Creamy cauliflower is low in carbohydrates, making it a good accompaniment (instead of potatoes) to this rich-tasting beef stew. To keep the beef cubes from sticking to the pan, let them form a crust before turning.

  • Prep:
  • Total Time:
  • Servings: 4

Photography: David Loftus

Source: Everyday Food, September 2004


  • 1 head cauliflower, (2 to 2 1/4 pounds), trimmed and broken into large florets
  • 2 teaspoons olive oil
  • 1 1/2 pounds trimmed rib-eye or sirloin steak, cut into 1-inch cubes
  • Coarse salt and ground pepper
  • 6 cloves garlic, sliced
  • 2 tablespoons chopped fresh rosemary
  • 1 1/2 pounds mixed fresh mushrooms, (such as button, cremini, and stemmed shiitake), halved or quartered
  • 1 cup dry red wine
  • 1/4 cup balsamic vinegar
  • 2 tablespoons grated Parmesan cheese
  • 2 tablespoons butter


  1. Place cauliflower in a large saucepan with 1 inch of water. Bring to a boil; reduce heat to medium. Simmer, covered, until very tender, 15 to 20 minutes.

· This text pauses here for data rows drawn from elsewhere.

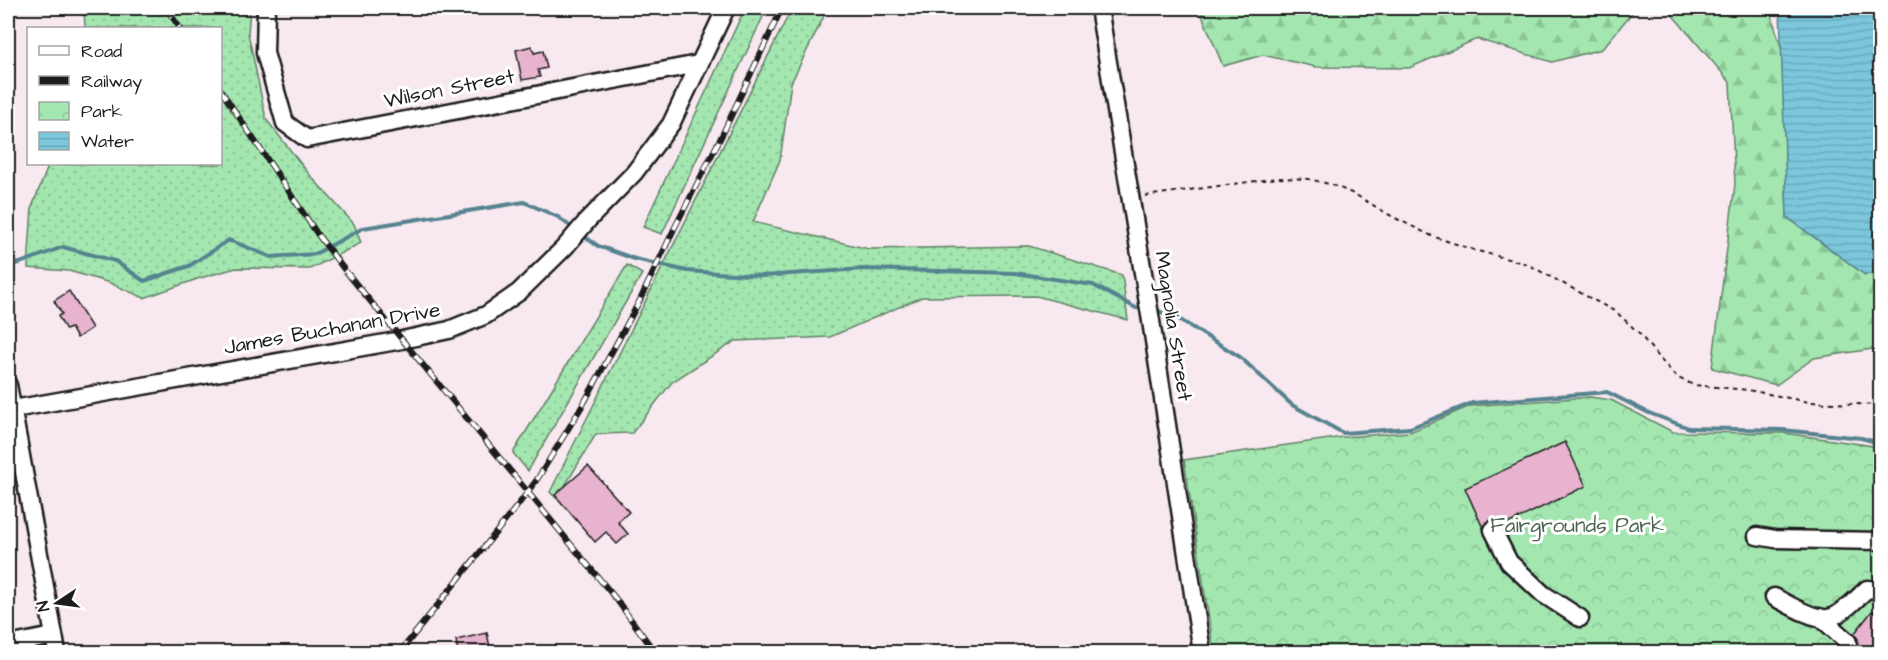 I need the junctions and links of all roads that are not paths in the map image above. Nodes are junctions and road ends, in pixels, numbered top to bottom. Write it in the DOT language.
graph roads {
  1 [pos="266,8"];
  2 [pos="726,8"];
  3 [pos="1100,8"];
  4 [pos="698,64"];
  5 [pos="8,385"];
  6 [pos="10,410"];
  7 [pos="1493,530"];
  8 [pos="1757,536"];
  9 [pos="1881,541"];
  10 [pos="1881,590"];
  11 [pos="1774,597"];
  12 [pos="1820,617"];
  13 [pos="1580,618"];
  14 [pos="1848,642"];
  15 [pos="55,644"];
  16 [pos="8,645"];
  17 [pos="1202,652"];
  1 -- 4 [label="street, Wilson Street"];
  2 -- 4 [label="street, James Buchanan Drive"];
  3 -- 17 [label="street, Magnolia Street"];
  4 -- 6 [label="street, James Buchanan Drive"];
  5 -- 6 [label="street"];
  6 -- 15 [label="street"];
  7 -- 13 [label="street"];
  8 -- 9 [label="street"];
  10 -- 12 [label="street"];
  11 -- 12 [label="street"];
  12 -- 14 [label="street"];
  15 -- 16 [label="street"];
}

  2. Meanwhile, heat oil in a large skillet over high heat. Season beef generously with salt and pepper. Cook, turning, until browned, 5 to 7 minutes; transfer to a plate.

  3. Reduce heat to medium. Add garlic and rosemary to skillet; cook, stirring, just until fragrant (garlic will color quickly), about 1 minute. Add mushrooms, wine, and vinegar; cover, and cook until mushrooms release their liquid, about 5 minutes. Remove lid; simmer until mushrooms are tender but mixture is still saucy, 3 to 5 minutes more. Return beef; cook until heated through.

  4. Meanwhile, with a slotted spoon, transfer cauliflower to a food processor; add Parmesan, butter, and 1 1/2 teaspoons salt. Process until very smooth. Spoon into shallow bowls and top with beef stew.